- _Instructions for the task_:
Copy out the data below. Leave nothing out and alter nothing.

- _Provided records_:
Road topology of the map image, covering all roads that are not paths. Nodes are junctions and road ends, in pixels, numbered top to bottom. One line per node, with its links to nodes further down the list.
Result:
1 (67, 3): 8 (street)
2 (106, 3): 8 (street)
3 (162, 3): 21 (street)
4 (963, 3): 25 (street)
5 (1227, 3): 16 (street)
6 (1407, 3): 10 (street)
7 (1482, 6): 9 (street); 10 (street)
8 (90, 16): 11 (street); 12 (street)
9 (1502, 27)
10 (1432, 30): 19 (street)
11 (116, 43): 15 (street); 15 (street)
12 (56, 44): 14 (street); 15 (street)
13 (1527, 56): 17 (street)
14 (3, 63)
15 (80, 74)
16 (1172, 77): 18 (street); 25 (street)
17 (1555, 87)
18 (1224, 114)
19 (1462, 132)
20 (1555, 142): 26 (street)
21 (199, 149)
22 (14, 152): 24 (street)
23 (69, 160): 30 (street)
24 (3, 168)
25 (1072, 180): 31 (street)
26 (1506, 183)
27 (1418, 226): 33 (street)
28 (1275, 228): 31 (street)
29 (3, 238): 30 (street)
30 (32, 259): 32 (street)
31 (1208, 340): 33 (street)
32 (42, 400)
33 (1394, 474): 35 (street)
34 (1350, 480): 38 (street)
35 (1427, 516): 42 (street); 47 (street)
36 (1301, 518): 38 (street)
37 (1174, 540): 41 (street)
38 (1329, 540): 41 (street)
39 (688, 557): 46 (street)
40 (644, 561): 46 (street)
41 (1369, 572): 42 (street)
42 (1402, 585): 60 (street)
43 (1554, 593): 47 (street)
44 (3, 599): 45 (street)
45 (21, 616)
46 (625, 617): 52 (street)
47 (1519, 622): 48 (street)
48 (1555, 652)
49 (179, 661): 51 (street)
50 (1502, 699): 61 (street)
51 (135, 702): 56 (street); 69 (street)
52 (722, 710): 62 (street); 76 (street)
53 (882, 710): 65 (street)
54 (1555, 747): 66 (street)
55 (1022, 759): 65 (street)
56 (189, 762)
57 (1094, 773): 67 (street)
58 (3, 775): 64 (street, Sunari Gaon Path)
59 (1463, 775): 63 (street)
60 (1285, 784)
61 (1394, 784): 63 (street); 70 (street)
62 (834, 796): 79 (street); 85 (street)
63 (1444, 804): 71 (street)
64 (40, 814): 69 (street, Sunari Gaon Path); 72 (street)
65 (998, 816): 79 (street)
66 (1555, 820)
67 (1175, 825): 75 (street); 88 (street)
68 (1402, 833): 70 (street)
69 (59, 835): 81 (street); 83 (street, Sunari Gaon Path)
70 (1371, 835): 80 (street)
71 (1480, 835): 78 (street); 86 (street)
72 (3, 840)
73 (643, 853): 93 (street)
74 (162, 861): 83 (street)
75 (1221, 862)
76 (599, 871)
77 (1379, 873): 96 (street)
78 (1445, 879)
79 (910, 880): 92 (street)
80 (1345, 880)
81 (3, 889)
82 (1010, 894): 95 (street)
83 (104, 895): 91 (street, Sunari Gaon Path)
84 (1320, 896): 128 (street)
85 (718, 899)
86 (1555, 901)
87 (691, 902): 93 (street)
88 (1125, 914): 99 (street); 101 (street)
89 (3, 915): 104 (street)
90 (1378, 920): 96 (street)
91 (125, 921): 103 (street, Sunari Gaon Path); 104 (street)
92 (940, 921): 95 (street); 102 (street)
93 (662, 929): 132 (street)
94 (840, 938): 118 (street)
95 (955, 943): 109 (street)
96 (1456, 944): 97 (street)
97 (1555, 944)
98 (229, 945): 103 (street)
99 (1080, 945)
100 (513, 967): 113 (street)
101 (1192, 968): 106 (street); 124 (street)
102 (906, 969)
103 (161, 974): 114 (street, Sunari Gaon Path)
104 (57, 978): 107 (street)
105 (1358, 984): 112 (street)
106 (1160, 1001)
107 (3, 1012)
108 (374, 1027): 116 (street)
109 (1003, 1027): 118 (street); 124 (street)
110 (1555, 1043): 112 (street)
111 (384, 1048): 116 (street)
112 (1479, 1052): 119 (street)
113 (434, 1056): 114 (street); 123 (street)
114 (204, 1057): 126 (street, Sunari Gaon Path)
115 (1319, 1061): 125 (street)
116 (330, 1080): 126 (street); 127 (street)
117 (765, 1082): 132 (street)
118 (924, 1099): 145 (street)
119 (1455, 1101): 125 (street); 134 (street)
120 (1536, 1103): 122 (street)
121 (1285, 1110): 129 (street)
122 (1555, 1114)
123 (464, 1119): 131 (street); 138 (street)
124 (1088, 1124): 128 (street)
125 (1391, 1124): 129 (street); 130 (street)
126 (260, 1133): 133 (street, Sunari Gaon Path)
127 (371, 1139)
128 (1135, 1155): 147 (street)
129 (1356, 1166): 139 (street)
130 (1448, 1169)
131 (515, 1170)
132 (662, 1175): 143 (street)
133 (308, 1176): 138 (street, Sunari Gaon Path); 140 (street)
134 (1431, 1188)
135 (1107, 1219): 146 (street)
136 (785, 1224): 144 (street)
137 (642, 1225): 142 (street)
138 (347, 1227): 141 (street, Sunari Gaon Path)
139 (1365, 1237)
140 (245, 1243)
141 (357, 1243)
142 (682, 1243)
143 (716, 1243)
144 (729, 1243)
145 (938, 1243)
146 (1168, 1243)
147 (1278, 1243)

- _Expected output_:
Road topology of the map image, covering all roads that are not paths. Nodes are junctions and road ends, in pixels, numbered top to bottom. One line per node, with its links to nodes further down the list.
Result:
1 (67, 3): 8 (street)
2 (106, 3): 8 (street)
3 (162, 3): 21 (street)
4 (963, 3): 25 (street)
5 (1227, 3): 16 (street)
6 (1407, 3): 10 (street)
7 (1482, 6): 9 (street); 10 (street)
8 (90, 16): 11 (street); 12 (street)
9 (1502, 27)
10 (1432, 30): 19 (street)
11 (116, 43): 15 (street); 15 (street)
12 (56, 44): 14 (street); 15 (street)
13 (1527, 56): 17 (street)
14 (3, 63)
15 (80, 74)
16 (1172, 77): 18 (street); 25 (street)
17 (1555, 87)
18 (1224, 114)
19 (1462, 132)
20 (1555, 142): 26 (street)
21 (199, 149)
22 (14, 152): 24 (street)
23 (69, 160): 30 (street)
24 (3, 168)
25 (1072, 180): 31 (street)
26 (1506, 183)
27 (1418, 226): 33 (street)
28 (1275, 228): 31 (street)
29 (3, 238): 30 (street)
30 (32, 259): 32 (street)
31 (1208, 340): 33 (street)
32 (42, 400)
33 (1394, 474): 35 (street)
34 (1350, 480): 38 (street)
35 (1427, 516): 42 (street); 47 (street)
36 (1301, 518): 38 (street)
37 (1174, 540): 41 (street)
38 (1329, 540): 41 (street)
39 (688, 557): 46 (street)
40 (644, 561): 46 (street)
41 (1369, 572): 42 (street)
42 (1402, 585): 60 (street)
43 (1554, 593): 47 (street)
44 (3, 599): 45 (street)
45 (21, 616)
46 (625, 617): 52 (street)
47 (1519, 622): 48 (street)
48 (1555, 652)
49 (179, 661): 51 (street)
50 (1502, 699): 61 (street)
51 (135, 702): 56 (street); 69 (street)
52 (722, 710): 62 (street); 76 (street)
53 (882, 710): 65 (street)
54 (1555, 747): 66 (street)
55 (1022, 759): 65 (street)
56 (189, 762)
57 (1094, 773): 67 (street)
58 (3, 775): 64 (street, Sunari Gaon Path)
59 (1463, 775): 63 (street)
60 (1285, 784)
61 (1394, 784): 63 (street); 70 (street)
62 (834, 796): 79 (street); 85 (street)
63 (1444, 804): 71 (street)
64 (40, 814): 69 (street, Sunari Gaon Path); 72 (street)
65 (998, 816): 79 (street)
66 (1555, 820)
67 (1175, 825): 75 (street); 88 (street)
68 (1402, 833): 70 (street)
69 (59, 835): 81 (street); 83 (street, Sunari Gaon Path)
70 (1371, 835): 80 (street)
71 (1480, 835): 78 (street); 86 (street)
72 (3, 840)
73 (643, 853): 93 (street)
74 (162, 861): 83 (street)
75 (1221, 862)
76 (599, 871)
77 (1379, 873): 96 (street)
78 (1445, 879)
79 (910, 880): 92 (street)
80 (1345, 880)
81 (3, 889)
82 (1010, 894): 95 (street)
83 (104, 895): 91 (street, Sunari Gaon Path)
84 (1320, 896): 128 (street)
85 (718, 899)
86 (1555, 901)
87 (691, 902): 93 (street)
88 (1125, 914): 99 (street); 101 (street)
89 (3, 915): 104 (street)
90 (1378, 920): 96 (street)
91 (125, 921): 103 (street, Sunari Gaon Path); 104 (street)
92 (940, 921): 95 (street); 102 (street)
93 (662, 929): 132 (street)
94 (840, 938): 118 (street)
95 (955, 943): 109 (street)
96 (1456, 944): 97 (street)
97 (1555, 944)
98 (229, 945): 103 (street)
99 (1080, 945)
100 (513, 967): 113 (street)
101 (1192, 968): 106 (street); 124 (street)
102 (906, 969)
103 (161, 974): 114 (street, Sunari Gaon Path)
104 (57, 978): 107 (street)
105 (1358, 984): 112 (street)
106 (1160, 1001)
107 (3, 1012)
108 (374, 1027): 116 (street)
109 (1003, 1027): 118 (street); 124 (street)
110 (1555, 1043): 112 (street)
111 (384, 1048): 116 (street)
112 (1479, 1052): 119 (street)
113 (434, 1056): 114 (street); 123 (street)
114 (204, 1057): 126 (street, Sunari Gaon Path)
115 (1319, 1061): 125 (street)
116 (330, 1080): 126 (street); 127 (street)
117 (765, 1082): 132 (street)
118 (924, 1099): 145 (street)
119 (1455, 1101): 125 (street); 134 (street)
120 (1536, 1103): 122 (street)
121 (1285, 1110): 129 (street)
122 (1555, 1114)
123 (464, 1119): 131 (street); 138 (street)
124 (1088, 1124): 128 (street)
125 (1391, 1124): 129 (street); 130 (street)
126 (260, 1133): 133 (street, Sunari Gaon Path)
127 (371, 1139)
128 (1135, 1155): 147 (street)
129 (1356, 1166): 139 (street)
130 (1448, 1169)
131 (515, 1170)
132 (662, 1175): 143 (street)
133 (308, 1176): 138 (street, Sunari Gaon Path); 140 (street)
134 (1431, 1188)
135 (1107, 1219): 146 (street)
136 (785, 1224): 144 (street)
137 (642, 1225): 142 (street)
138 (347, 1227): 141 (street, Sunari Gaon Path)
139 (1365, 1237)
140 (245, 1243)
141 (357, 1243)
142 (682, 1243)
143 (716, 1243)
144 (729, 1243)
145 (938, 1243)
146 (1168, 1243)
147 (1278, 1243)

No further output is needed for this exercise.